There are also delays for an ultrasound with public patients enduring waits of around three months.

The waiting times for routine diagnostic tests comes in the wake of the controversy over the failure by radiologists to read nearly 58,000 X-rays in the past four years.

Thousands of other patients who were referred to the hospital by their GPs waited in vain in recent years after the referral letters were not even opened by the hospital.

Tallaght Hospital is also failing to meet the public-private split of activity, which should see no more than 20pc of insured patients treated in the hospital. It is failing to meet this target for a range of specialities including: orthopaedics; ear, nose and throat surgery; general surgery and general medicine.

The hospital has come under fire in the past for the high proportion of private patients on its treatment lists, although it is surrounded by areas which are very socio-economically deprived.

The hospital also has a very high number of patients who do not attend for their appointments, a practice which the HSE has been aiming to reduce in hospitals across the country.

The figures show the no-shows are as high as 30pc for ear, nose and throat appointments, and it averages nearly 20pc across the hospital -- almost double the HSE target.

"Unfortunately, there are substantial wait times for some of our specialty clinics," a hospital spokeswoman said. "We are actively working closely with the Health Service Executive and the National Treatment Purchase Fund to improve this.

"For example, wait times for urgent colonoscopy (bowel examination) patients were up to eight weeks a year ago and now no such patient is waiting for more than 28 days."

Clinics

The hospital refused to say how many of the radiologists in the hospital have a private practice. It is understood some of the radiologists are allowed to practice in private clinics in Dublin as part of their normal work contract.

Meanwhile, a statement issued by the Department of Health on behalf of absent Health Minister Mary Harney yesterday -- who is currently in New Zealand on a 15-day St Patrick's day junket -- said the review of the remaining 23,000 unread X-rays "is being completed as fast as humanly and physically possible".

"Every avenue has been explored to ensure that this is the case," Ms Harney insisted.

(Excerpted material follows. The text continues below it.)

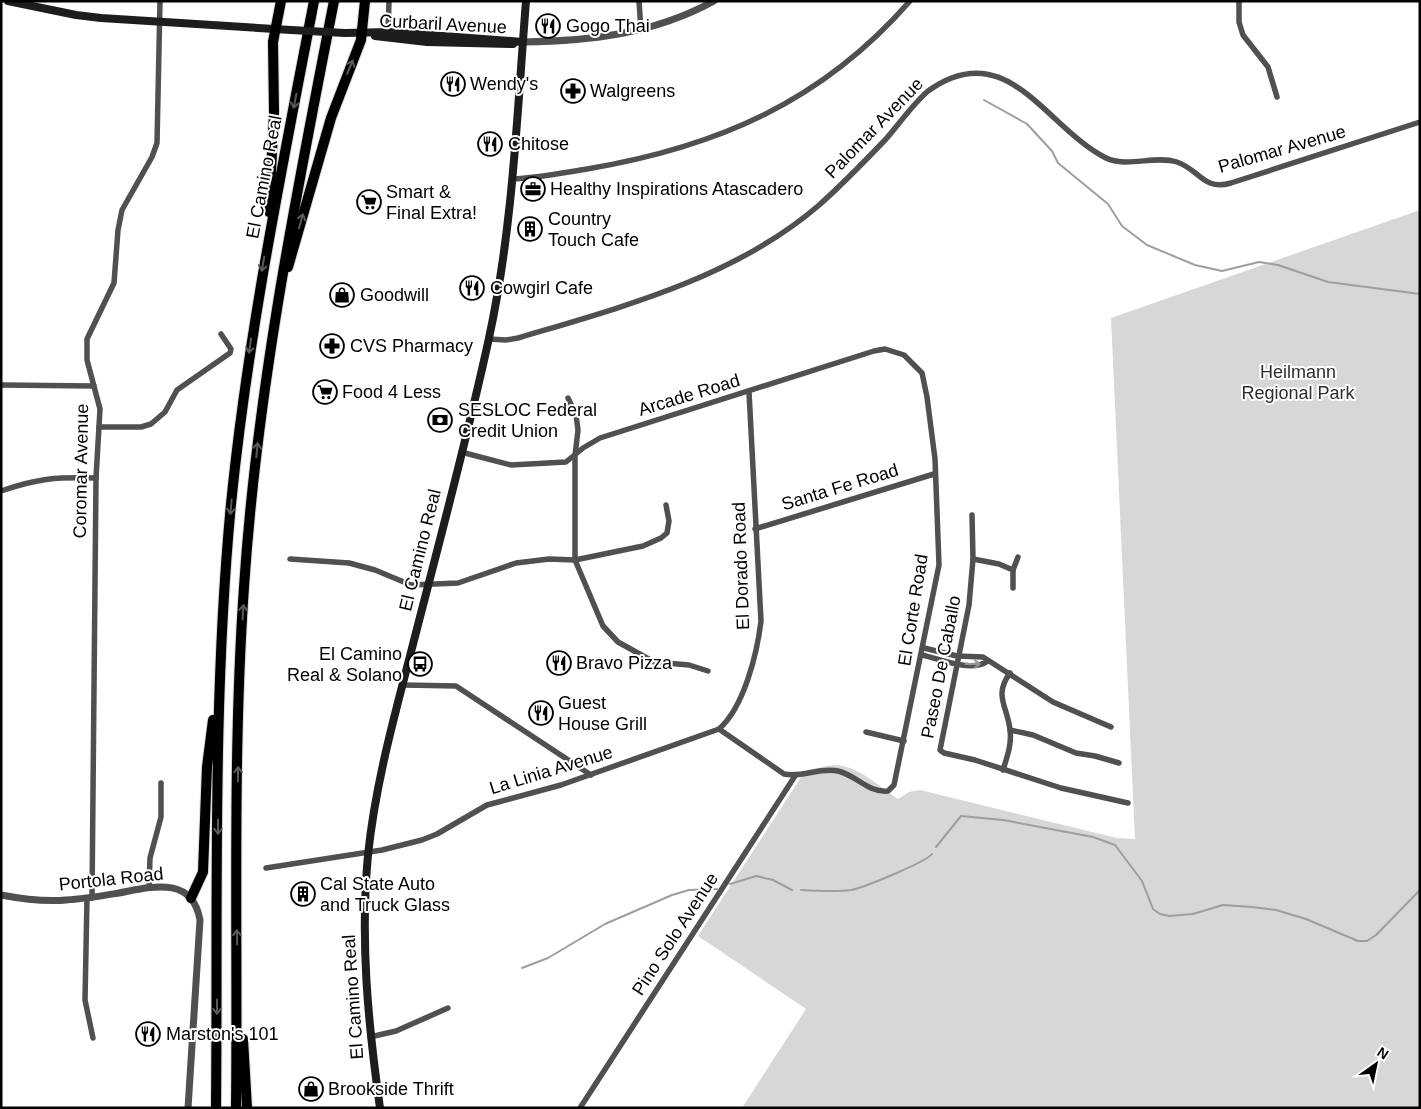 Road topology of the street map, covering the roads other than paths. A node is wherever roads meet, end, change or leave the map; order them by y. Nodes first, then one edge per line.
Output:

"Additional radiology consultants are working alongside the permanent staff of the hospital to clear the backlog.

"I have been assured that there is no question of the reading of X-rays being held up now for want of qualified clinicians to read them. The review will be completed in approximately 10 weeks.

"During the review, any patient who needs any further service will be contacted immediately and any necessary services will be provided to them. I am advised that the level of risk for remaining cases to be reviewed is low."